* **Problem details**: Your answer should be a single number: the count of lines in the entries below that contain "JSON".

----------

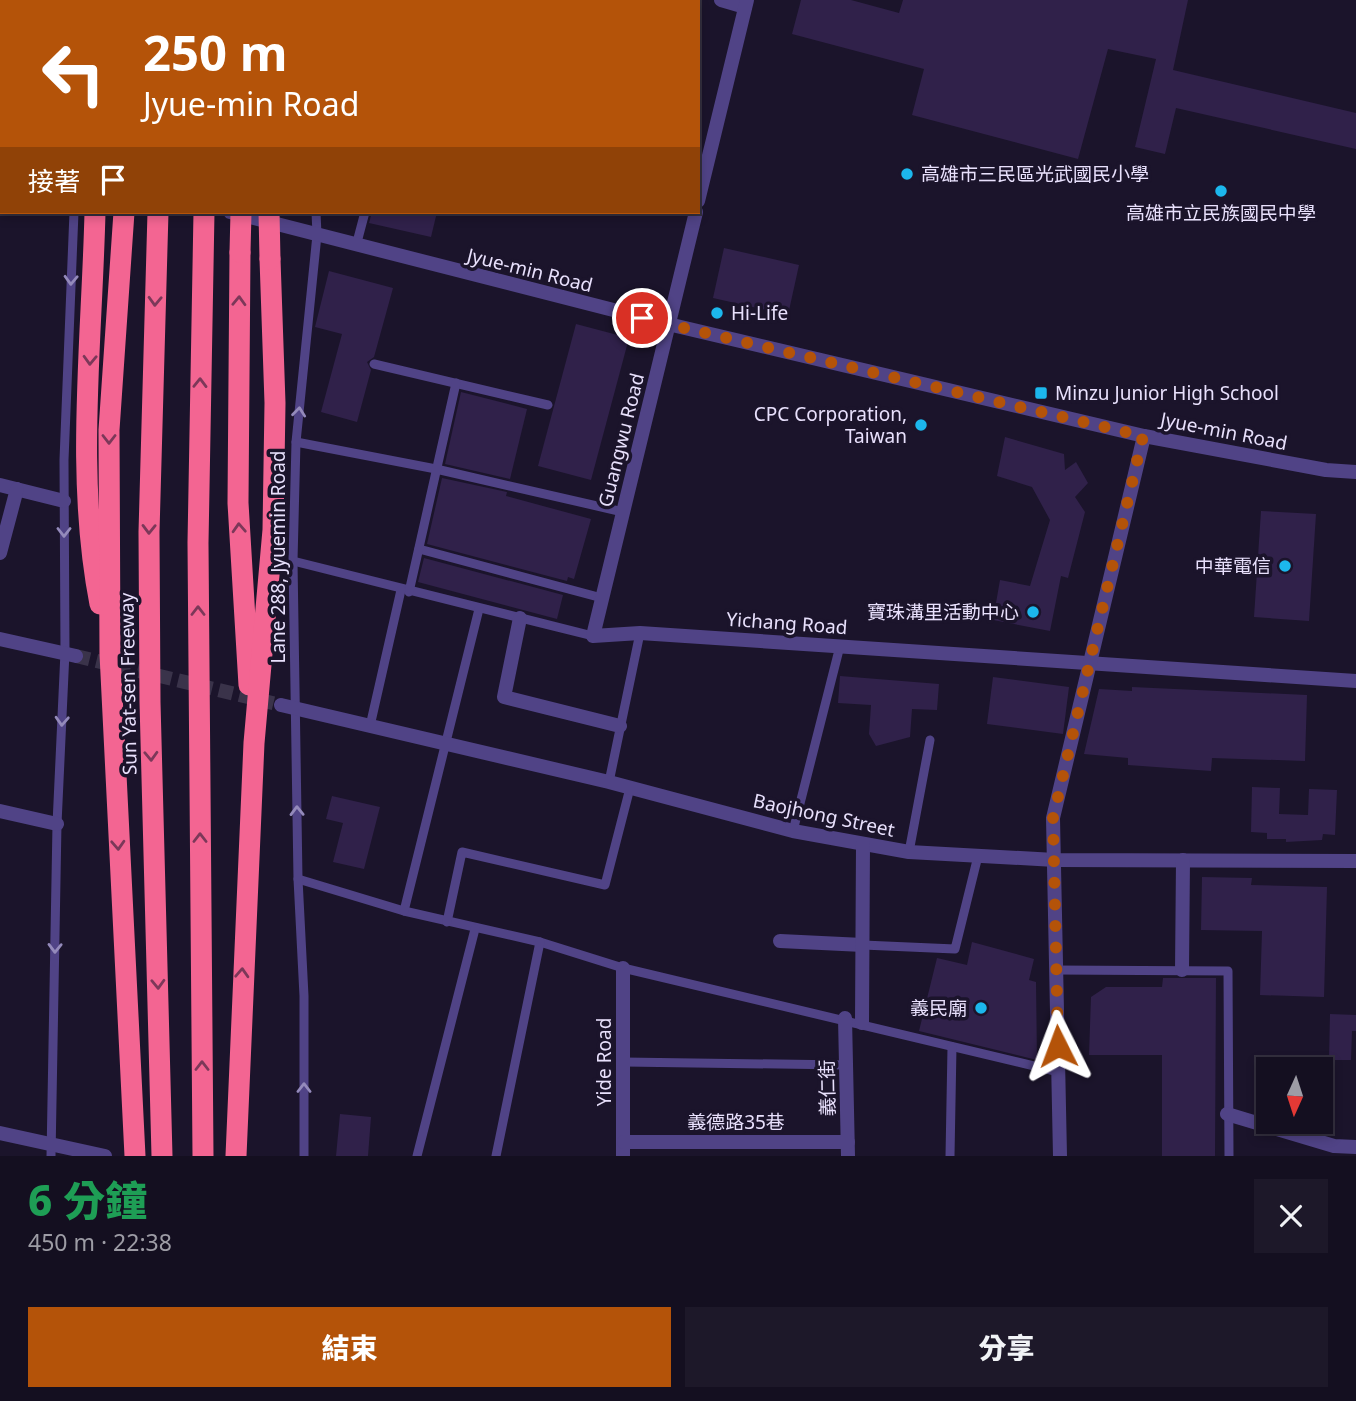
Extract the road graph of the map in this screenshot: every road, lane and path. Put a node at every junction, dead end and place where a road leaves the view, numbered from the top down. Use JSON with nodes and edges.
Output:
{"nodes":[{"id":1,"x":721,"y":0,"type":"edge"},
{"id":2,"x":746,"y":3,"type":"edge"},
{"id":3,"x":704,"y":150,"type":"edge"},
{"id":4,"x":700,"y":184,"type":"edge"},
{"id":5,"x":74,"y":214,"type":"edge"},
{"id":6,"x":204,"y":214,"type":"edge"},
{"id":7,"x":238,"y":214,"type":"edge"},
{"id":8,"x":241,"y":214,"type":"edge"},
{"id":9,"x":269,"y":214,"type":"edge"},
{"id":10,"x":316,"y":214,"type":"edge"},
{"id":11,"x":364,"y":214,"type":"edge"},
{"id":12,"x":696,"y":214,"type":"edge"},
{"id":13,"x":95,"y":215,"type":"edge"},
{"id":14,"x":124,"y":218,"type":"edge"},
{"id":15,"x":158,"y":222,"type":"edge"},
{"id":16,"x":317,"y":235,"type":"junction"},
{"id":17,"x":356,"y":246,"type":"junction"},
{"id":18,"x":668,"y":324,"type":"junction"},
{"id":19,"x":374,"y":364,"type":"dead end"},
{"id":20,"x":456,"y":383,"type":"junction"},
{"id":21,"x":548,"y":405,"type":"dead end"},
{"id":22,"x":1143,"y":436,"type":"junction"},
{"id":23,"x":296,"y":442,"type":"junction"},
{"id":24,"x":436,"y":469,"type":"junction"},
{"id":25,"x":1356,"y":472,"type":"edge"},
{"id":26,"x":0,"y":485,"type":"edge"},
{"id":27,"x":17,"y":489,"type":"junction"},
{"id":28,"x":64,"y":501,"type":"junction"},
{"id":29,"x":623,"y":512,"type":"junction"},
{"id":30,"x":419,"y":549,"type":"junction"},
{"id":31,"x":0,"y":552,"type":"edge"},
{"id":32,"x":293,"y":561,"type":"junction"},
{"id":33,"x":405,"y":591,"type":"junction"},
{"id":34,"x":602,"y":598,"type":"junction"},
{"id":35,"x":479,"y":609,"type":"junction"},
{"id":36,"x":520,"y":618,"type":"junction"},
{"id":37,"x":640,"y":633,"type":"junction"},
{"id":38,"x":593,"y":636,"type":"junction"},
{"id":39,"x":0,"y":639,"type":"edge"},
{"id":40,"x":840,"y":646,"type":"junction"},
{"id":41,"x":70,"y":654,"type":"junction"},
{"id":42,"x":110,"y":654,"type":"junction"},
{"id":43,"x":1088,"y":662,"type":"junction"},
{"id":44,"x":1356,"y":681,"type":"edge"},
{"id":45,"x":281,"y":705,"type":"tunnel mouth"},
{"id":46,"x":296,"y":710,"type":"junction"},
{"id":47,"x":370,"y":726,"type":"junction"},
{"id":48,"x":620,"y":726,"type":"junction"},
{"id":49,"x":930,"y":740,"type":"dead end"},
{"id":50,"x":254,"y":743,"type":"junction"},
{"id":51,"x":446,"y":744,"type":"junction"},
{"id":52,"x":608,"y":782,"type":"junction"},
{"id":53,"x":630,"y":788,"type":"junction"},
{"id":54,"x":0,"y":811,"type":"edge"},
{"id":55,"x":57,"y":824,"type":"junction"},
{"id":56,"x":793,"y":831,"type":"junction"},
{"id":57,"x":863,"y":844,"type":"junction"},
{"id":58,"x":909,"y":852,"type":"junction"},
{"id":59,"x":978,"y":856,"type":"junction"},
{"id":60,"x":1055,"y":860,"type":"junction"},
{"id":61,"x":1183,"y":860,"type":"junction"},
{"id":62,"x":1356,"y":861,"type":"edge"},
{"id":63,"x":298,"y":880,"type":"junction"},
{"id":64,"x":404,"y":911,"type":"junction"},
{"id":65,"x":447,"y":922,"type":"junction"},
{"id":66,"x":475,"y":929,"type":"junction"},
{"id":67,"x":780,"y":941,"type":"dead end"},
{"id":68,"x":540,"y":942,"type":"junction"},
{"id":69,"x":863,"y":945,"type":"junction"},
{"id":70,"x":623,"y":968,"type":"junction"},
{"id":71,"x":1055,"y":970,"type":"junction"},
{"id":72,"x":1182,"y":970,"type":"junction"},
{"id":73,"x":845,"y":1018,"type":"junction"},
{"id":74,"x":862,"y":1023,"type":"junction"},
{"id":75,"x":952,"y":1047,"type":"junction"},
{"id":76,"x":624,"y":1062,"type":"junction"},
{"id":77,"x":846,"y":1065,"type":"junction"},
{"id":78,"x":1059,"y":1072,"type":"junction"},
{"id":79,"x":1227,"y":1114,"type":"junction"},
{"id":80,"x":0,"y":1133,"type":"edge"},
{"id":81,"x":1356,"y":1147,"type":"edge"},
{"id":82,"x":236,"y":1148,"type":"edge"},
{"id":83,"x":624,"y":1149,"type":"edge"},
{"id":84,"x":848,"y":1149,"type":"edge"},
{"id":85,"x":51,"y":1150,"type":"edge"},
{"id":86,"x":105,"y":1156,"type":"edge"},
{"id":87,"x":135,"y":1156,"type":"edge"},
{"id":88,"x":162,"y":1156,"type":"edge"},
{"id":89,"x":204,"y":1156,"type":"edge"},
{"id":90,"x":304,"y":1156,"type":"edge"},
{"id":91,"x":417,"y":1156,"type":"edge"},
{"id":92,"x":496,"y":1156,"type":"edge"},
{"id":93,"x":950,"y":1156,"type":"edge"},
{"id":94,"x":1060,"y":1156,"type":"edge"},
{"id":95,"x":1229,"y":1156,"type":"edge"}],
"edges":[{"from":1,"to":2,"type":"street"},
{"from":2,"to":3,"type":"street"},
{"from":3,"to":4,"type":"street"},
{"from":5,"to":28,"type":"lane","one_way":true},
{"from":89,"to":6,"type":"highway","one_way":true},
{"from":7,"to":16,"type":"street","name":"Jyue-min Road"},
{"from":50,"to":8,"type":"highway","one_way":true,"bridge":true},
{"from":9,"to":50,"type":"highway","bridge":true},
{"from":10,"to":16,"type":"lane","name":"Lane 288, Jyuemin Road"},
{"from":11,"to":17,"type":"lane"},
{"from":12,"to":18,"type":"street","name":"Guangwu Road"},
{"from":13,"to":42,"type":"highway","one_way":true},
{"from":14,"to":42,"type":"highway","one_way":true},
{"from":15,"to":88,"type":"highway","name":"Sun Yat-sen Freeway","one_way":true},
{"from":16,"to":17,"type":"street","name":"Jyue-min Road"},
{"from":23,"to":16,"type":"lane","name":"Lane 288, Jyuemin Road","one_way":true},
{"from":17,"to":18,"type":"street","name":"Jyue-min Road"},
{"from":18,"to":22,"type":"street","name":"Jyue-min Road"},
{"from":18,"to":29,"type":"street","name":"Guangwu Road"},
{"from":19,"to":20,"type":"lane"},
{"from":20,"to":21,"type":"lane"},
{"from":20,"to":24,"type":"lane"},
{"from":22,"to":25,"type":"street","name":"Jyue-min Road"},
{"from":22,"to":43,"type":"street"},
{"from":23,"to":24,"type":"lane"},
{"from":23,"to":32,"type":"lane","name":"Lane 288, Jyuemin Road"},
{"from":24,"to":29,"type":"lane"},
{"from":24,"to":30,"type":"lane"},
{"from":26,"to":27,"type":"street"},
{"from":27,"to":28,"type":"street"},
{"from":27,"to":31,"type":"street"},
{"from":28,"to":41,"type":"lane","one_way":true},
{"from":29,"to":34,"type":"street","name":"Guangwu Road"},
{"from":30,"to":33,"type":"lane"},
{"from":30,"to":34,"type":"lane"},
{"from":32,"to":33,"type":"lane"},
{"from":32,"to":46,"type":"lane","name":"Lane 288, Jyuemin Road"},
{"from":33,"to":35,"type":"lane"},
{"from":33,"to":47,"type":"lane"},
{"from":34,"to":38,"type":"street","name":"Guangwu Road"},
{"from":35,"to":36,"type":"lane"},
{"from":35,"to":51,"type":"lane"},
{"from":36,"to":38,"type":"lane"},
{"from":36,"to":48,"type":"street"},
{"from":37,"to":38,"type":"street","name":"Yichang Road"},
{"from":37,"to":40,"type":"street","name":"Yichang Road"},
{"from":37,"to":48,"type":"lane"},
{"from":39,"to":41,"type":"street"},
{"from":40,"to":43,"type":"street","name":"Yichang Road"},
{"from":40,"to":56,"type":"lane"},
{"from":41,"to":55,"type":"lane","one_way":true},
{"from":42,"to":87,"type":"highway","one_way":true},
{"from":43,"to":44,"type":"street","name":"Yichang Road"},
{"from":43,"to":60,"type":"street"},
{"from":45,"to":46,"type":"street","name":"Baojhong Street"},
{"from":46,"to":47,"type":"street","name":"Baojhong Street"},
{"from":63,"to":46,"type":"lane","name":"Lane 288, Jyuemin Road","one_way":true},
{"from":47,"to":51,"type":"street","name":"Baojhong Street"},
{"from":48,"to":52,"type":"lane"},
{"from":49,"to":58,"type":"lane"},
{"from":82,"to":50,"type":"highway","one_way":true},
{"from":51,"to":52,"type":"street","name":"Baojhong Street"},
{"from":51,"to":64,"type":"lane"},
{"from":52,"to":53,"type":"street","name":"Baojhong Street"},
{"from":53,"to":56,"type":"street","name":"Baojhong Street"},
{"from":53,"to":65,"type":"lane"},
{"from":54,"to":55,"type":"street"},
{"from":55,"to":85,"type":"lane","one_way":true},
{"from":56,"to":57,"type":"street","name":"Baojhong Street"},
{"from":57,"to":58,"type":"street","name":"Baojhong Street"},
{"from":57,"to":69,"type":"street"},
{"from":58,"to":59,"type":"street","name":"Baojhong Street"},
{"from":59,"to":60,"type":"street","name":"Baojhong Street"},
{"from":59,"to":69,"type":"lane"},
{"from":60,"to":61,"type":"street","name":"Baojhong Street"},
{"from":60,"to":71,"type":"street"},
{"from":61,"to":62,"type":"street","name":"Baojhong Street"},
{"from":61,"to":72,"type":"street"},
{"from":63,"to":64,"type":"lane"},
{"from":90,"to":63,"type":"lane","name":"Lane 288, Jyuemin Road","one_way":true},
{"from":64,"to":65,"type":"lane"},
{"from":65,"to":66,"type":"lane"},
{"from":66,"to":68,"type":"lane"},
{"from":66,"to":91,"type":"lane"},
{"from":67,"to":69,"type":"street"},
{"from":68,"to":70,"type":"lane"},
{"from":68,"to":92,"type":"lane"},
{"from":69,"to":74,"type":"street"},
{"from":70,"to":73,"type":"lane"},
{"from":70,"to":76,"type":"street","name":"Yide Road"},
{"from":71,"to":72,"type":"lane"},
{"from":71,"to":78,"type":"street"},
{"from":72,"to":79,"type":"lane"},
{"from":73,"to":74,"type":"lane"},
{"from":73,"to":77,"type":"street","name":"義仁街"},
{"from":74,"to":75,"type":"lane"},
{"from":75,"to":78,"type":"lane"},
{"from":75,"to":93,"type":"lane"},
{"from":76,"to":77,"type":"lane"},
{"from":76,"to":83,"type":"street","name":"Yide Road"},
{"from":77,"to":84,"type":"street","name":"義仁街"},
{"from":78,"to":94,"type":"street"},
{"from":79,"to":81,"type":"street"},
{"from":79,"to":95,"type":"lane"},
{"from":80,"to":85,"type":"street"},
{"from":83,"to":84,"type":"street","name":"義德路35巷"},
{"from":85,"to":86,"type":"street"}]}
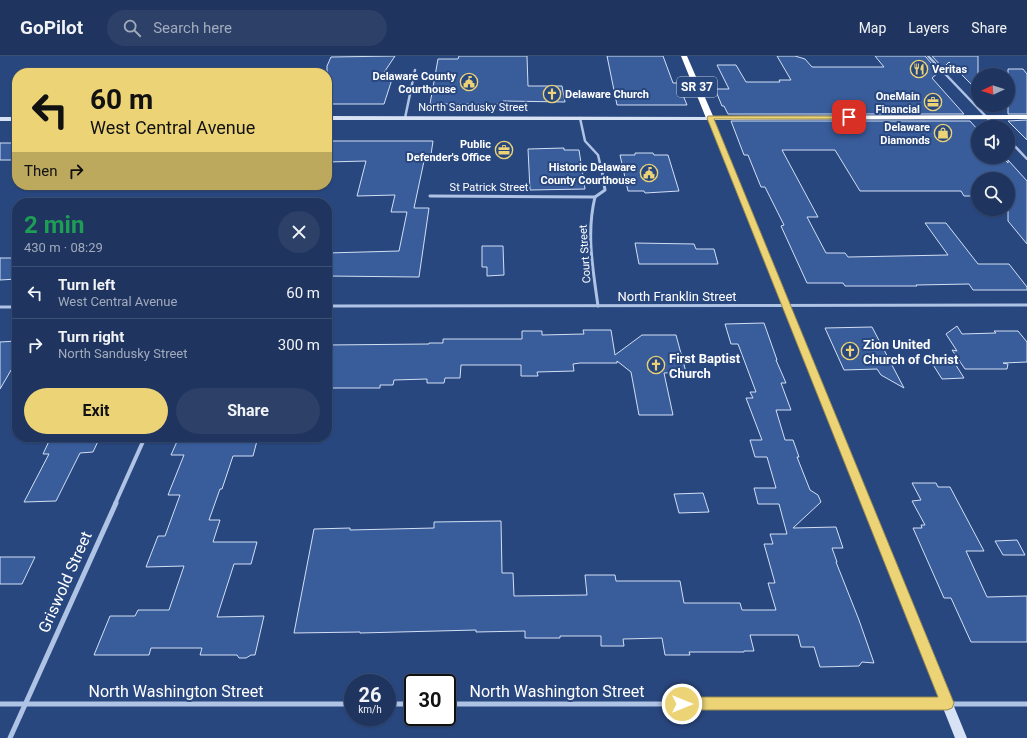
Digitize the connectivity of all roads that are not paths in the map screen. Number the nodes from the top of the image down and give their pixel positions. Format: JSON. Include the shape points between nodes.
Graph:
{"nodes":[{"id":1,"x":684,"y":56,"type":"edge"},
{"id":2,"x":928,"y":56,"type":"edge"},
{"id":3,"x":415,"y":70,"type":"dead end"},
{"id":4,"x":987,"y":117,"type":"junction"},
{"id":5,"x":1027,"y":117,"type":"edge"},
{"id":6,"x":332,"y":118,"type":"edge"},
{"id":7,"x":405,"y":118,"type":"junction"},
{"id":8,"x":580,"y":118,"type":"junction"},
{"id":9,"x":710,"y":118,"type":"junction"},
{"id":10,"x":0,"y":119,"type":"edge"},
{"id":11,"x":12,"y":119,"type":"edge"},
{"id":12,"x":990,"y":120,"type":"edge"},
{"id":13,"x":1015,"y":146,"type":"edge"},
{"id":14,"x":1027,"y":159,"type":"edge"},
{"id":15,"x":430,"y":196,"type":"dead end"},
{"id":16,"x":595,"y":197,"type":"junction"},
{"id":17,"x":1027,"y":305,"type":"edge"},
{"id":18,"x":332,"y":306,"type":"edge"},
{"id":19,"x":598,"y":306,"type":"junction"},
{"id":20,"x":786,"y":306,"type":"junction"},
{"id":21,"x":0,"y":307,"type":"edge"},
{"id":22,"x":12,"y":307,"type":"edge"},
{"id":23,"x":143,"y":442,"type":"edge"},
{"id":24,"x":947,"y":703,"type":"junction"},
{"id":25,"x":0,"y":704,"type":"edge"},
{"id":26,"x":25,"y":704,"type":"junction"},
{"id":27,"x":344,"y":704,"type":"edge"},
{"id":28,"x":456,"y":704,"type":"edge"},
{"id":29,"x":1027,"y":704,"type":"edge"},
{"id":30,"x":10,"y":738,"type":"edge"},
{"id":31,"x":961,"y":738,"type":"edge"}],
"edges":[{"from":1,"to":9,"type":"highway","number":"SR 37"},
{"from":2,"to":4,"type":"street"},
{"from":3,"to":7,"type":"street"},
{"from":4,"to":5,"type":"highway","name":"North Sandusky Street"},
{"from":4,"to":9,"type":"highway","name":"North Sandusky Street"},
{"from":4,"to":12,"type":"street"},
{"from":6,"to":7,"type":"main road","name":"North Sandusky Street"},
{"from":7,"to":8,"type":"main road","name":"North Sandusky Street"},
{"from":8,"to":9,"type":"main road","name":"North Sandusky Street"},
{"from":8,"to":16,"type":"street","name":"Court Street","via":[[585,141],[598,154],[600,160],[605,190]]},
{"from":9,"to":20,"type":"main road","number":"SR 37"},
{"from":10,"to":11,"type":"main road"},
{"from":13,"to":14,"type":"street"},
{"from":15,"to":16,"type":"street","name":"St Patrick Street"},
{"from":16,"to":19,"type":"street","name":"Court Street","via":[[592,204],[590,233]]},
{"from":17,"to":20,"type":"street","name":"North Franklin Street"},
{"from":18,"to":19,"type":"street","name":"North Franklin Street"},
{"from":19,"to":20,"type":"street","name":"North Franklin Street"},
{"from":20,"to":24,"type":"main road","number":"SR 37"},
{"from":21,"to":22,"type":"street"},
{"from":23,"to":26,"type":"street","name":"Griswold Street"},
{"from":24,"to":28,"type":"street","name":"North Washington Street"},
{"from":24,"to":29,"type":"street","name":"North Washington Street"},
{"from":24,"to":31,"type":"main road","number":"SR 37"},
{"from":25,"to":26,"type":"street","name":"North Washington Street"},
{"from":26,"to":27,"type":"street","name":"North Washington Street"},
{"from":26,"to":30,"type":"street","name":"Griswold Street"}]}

----------

* **Exercise answer**: 2